16 de julho de 2015

Desaparecimento de abelhas poderá causar mais de um milhão de mortes em todo o mundo




O declínio mundial dos polinizadores - principalmente abelhas e outros insectos - pode causar até 1,4 milhões de mortes adicionais por ano, um aumento de mortalidade mundial de quase 3%, segundo investigadores.



Esse aumento na mortalidade é resultado da combinação de um aumento da vitamina A e ácido fólico (vitamina B9 ou ácido fólico), vitais para mulheres grávidas e crianças, e um aumento da incidência de doenças não transmissíveis, como doenças cardíacas, acidente vascular cerebral (AVC) e certos tipos de cancro. Estes são os fenómenos que provocam, através de mudanças na dieta, um colapso da população de polinizadores.
As deficiências em vitamina A e ácido fólico podem atingir os olhos, levando à cegueira, e causar malformações do sistema nervoso.
Estes efeitos na saúde afectariam países desenvolvidos e em desenvolvimento, de acordo com uma análise publicada esta quinta-feira na revista médica The Lancet.

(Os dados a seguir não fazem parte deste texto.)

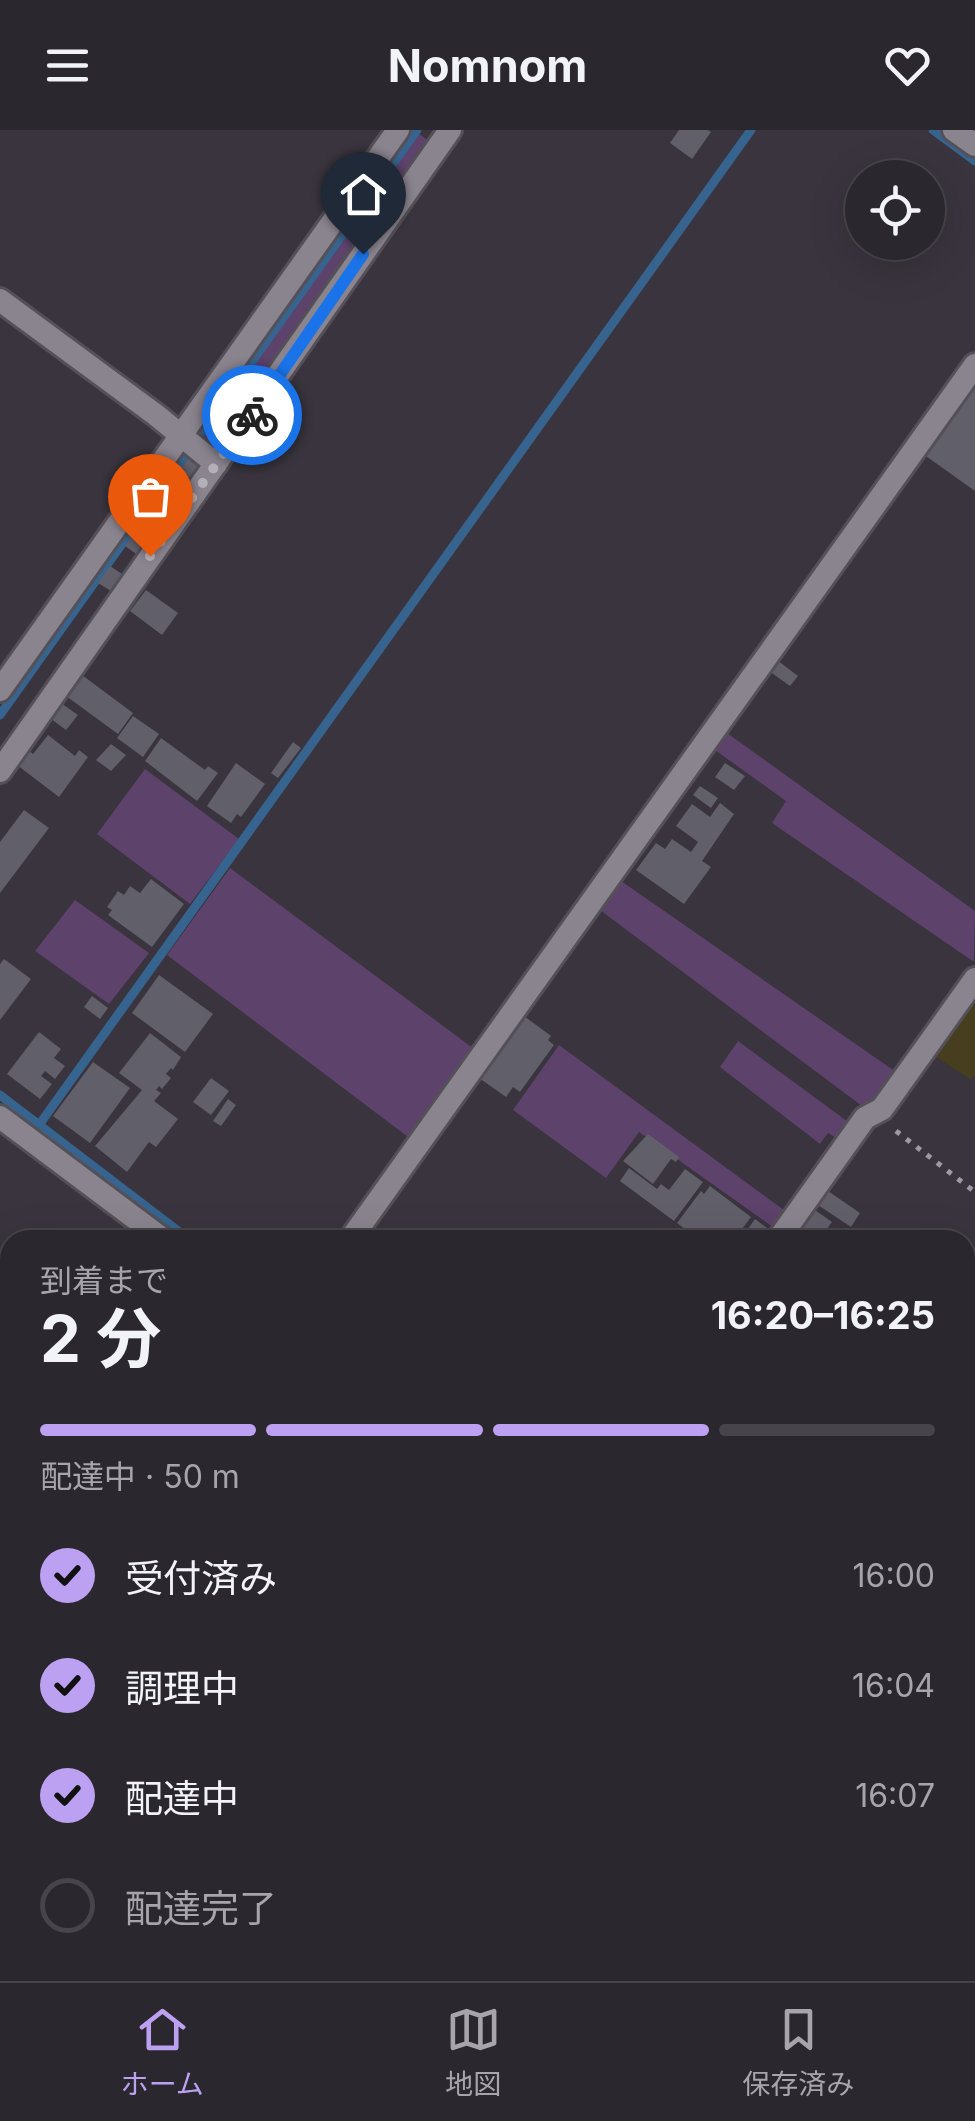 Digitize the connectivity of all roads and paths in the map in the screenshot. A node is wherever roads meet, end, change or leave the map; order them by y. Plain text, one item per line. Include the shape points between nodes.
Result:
1 (398, 130) edge
2 (450, 130) edge
3 (954, 130) edge
4 (975, 145) edge
5 (0, 300) edge
6 (975, 364) edge
7 (190, 442) junction
8 (216, 464) junction
9 (0, 690) edge
10 (0, 771) edge
11 (975, 979) edge
12 (874, 1114) junction
13 (0, 1117) edge
14 (975, 1192) edge
15 (151, 1230) edge
16 (357, 1230) edge
17 (785, 1230) edge

1 - 7 street
2 - 8 street
3 - 4 street
5 - 7 street
6 - 16 street
7 - 8 street
7 - 9 street
8 - 10 street
11 - 12 street
12 - 14 path
12 - 17 street
13 - 15 street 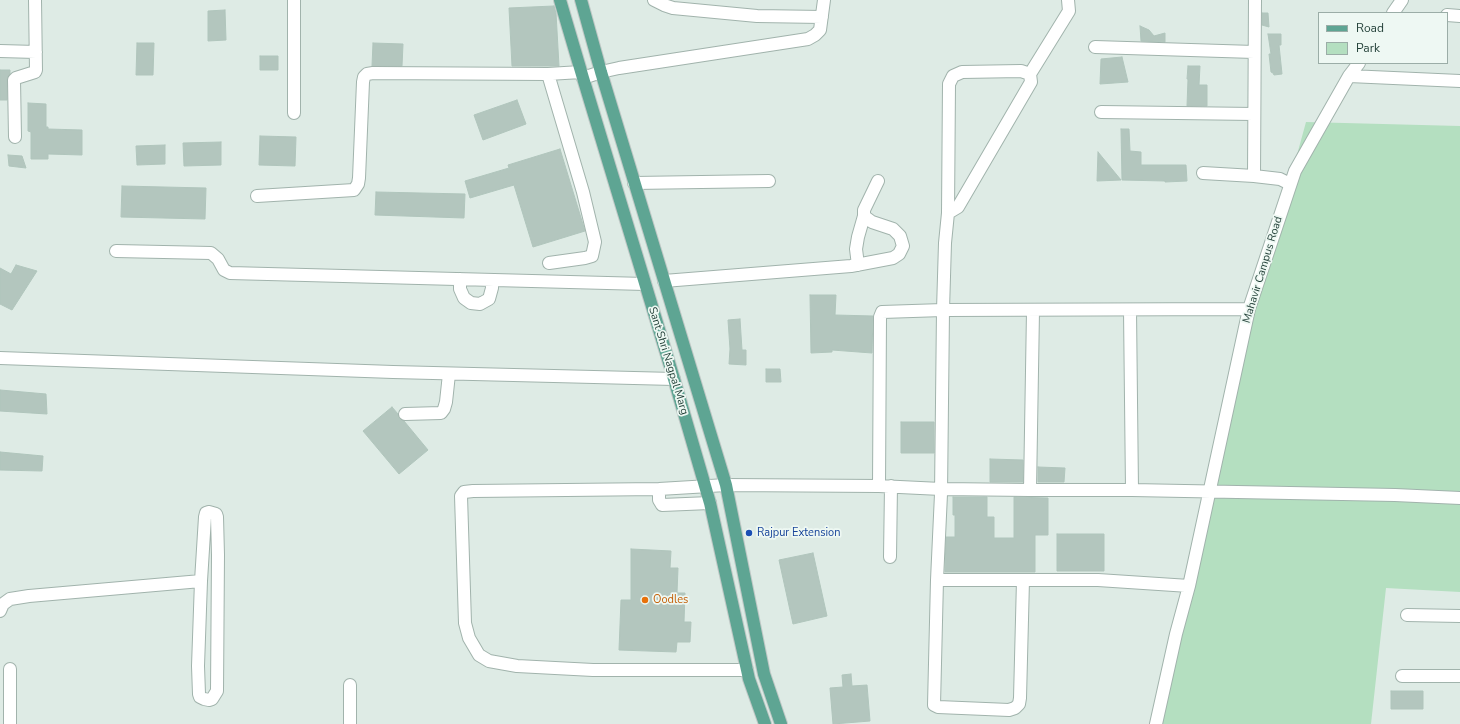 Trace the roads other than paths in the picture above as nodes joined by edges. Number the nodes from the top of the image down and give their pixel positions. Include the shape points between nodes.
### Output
1 (35, 0) edge
2 (294, 0) edge
3 (560, 0) edge
4 (581, 0) edge
5 (654, 0) edge
6 (824, 0) edge
7 (1077, 0) edge
8 (1255, 0) edge
9 (1402, 0) edge
10 (1068, 6) edge
11 (1394, 12) edge
12 (1448, 15) edge
13 (1460, 16) edge
14 (822, 17) junction
15 (587, 22) junction
16 (568, 27) junction
17 (1095, 47) dead end
18 (0, 51) edge
19 (36, 52) junction
20 (1254, 52) junction
21 (1357, 64) edge
22 (600, 72) junction
23 (548, 74) junction
24 (1030, 74) junction
25 (582, 75) junction
26 (1349, 76) junction
27 (1460, 81) edge
28 (1101, 112) dead end
29 (294, 113) dead end
30 (1254, 114) junction
31 (15, 137) dead end
32 (1203, 173) dead end
33 (1254, 176) junction
34 (769, 181) dead end
35 (878, 181) dead end
36 (634, 183) junction
37 (1290, 184) junction
38 (257, 196) dead end
39 (948, 213) junction
40 (864, 216) junction
41 (116, 251) dead end
42 (549, 263) dead end
43 (858, 265) junction
44 (460, 279) junction
45 (492, 280) junction
46 (664, 281) junction
47 (645, 284) junction
48 (1249, 309) junction
49 (943, 310) junction
50 (1130, 310) junction
51 (1033, 311) junction
52 (0, 358) edge
53 (449, 374) junction
54 (674, 380) junction
55 (405, 414) dead end
56 (726, 485) junction
57 (705, 486) junction
58 (885, 486) junction
59 (659, 489) junction
60 (941, 489) junction
61 (1030, 490) junction
62 (1132, 490) junction
63 (1209, 492) junction
64 (1460, 498) edge
65 (710, 503) junction
66 (890, 557) dead end
67 (937, 580) junction
68 (1023, 580) junction
69 (201, 581) junction
70 (1189, 586) junction
71 (0, 611) edge
72 (1407, 615) dead end
73 (1460, 616) edge
74 (10, 669) dead end
75 (747, 670) junction
76 (1402, 676) dead end
77 (1460, 676) edge
78 (350, 685) dead end
79 (10, 724) edge
80 (350, 724) edge
81 (765, 724) edge
82 (781, 724) edge
83 (1156, 724) edge

1 - 19 street
2 - 29 street
3 - 16 main road, Sant Shri Nagpal Marg
4 - 15 main road, Sant Shri Nagpal Marg
5 - 14 street via 673,8 756,16
6 - 14 street
7 - 10 street
8 - 20 street
9 - 11 street
10 - 24 street
12 - 13 street
14 - 22 street via 820,30 808,38
15 - 16 main road via 581,33
15 - 22 main road, Sant Shri Nagpal Marg
16 - 25 main road, Sant Shri Nagpal Marg
17 - 20 street
18 - 19 street
19 - 31 street via 36,72 14,80
20 - 30 street
21 - 26 street, Mahavir Campus Road
22 - 25 street
22 - 36 main road, Sant Shri Nagpal Marg
23 - 25 street
23 - 38 street via 367,74 363,82 359,178 354,190
23 - 42 street via 595,242 592,256
24 - 39 street via 1031,82 1000,137 958,207
24 - 39 street via 1020,71 962,72 953,76 949,84
25 - 47 main road, Sant Shri Nagpal Marg
26 - 27 street
26 - 37 street, Mahavir Campus Road
28 - 30 street
30 - 33 street
32 - 33 street
33 - 37 street via 1280,179
34 - 36 street
35 - 40 street via 864,210
36 - 46 main road, Sant Shri Nagpal Marg
37 - 48 street, Mahavir Campus Road
39 - 49 street
40 - 43 street via 856,249
40 - 43 street via 872,222 893,229 900,236 903,246 899,254 893,258
41 - 44 street via 211,253 224,270 230,273
43 - 46 street
44 - 45 street
44 - 45 street via 460,289 464,298 471,303 480,304 489,299
45 - 47 street
46 - 56 main road, Sant Shri Nagpal Marg
47 - 54 main road, Sant Shri Nagpal Marg
48 - 50 street
48 - 63 street, Mahavir Campus Road
49 - 51 street
49 - 58 street via 881,314
49 - 60 street
50 - 51 street
50 - 62 street
51 - 61 street
52 - 53 street
53 - 54 street
53 - 55 street via 446,402 441,413
54 - 57 main road, Sant Shri Nagpal Marg
56 - 57 street
56 - 58 street
56 - 82 main road, Sant Shri Nagpal Marg via 764,674
57 - 59 street
57 - 65 main road, Sant Shri Nagpal Marg
58 - 60 street
58 - 66 street
59 - 65 street via 659,500 662,505
59 - 75 street via 464,492 461,496 461,528 465,624 469,638 478,654 489,661 517,666 593,670
60 - 61 street
60 - 67 street
61 - 62 street
62 - 63 street
63 - 64 street
63 - 70 street, Mahavir Campus Road
65 - 75 main road, Sant Shri Nagpal Marg
67 - 68 street
67 - 68 street via 934,705 1009,710 1019,704 1020,698
68 - 70 street via 1098,580
69 - 69 street via 205,517 206,513 212,513 217,517 217,691 209,700 200,697 199,694
69 - 71 street via 29,596 10,599 3,604
70 - 83 street, Mahavir Campus Road
72 - 73 street
74 - 79 street
75 - 81 main road, Sant Shri Nagpal Marg
76 - 77 street
78 - 80 street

De acordo com um cenário de completa eliminação de polinizadores, 71 milhões de pessoas em países de baixos rendimentos poderiam encontrar-se deficientes em vitamina A, e 2,2 mil milhões que já têm um consumo inadequado teriam as suas contribuições reduzidas novamente.
Para os folatos, seriam 173 milhões de pessoas que se tornariam deficientes e 1,23 mil milhões de pessoas que veriam o seu consumo deficiente deteriorar ainda mais.
Uma redução de 100% dos «serviços de polinização» poderia reduzir os stocks globais de frutas em 22,9% frutas, legumes em 16,3% e 22,9% em nozes e sementes, mas com diferenças entre países.
Em suma, essas mudanças na dieta podem elevar as mortes anuais globais por doenças não-transmissíveis e aquelas relacionadas com a desnutrição para 1,42 milhões de mortes por ano (2,7% da mortalidade total anual), de acordo com o estudo conduzido por Samuel Myers, da Universidade de Harvard.
Uma perda dos serviços de polinização limitada a 50% equivaleria à metade (700.000) da mortalidade adicional, que implicaria a eliminação completa dos polinizadores, segundo as estimativas.
Outro estudo, publicado na The Lancet Global Health, quantifica uma ameaça específica, até agora nunca medida, para a saúde global de dióxido de carbono (CO2) devido à actividade humana.
Neste segundo estudo, a redução do teor de zinco de culturas alimentares importantes relacionadas com o aumento nas concentrações de CO2 na atmosfera vai expor 138 milhões de pessoas ao risco de deficiência de zinco (nanismo, problemas imunológicos, mortes prematuras) em todo o mundo até 2050.
Além disso, com a Fundação Rockefeller, a revista The Lancet publicou um relatório sobre as mudanças ambientais «que vão além das alterações climáticas e ameaçam os progressos feitos em matéria de saúde feitos nas últimas décadas».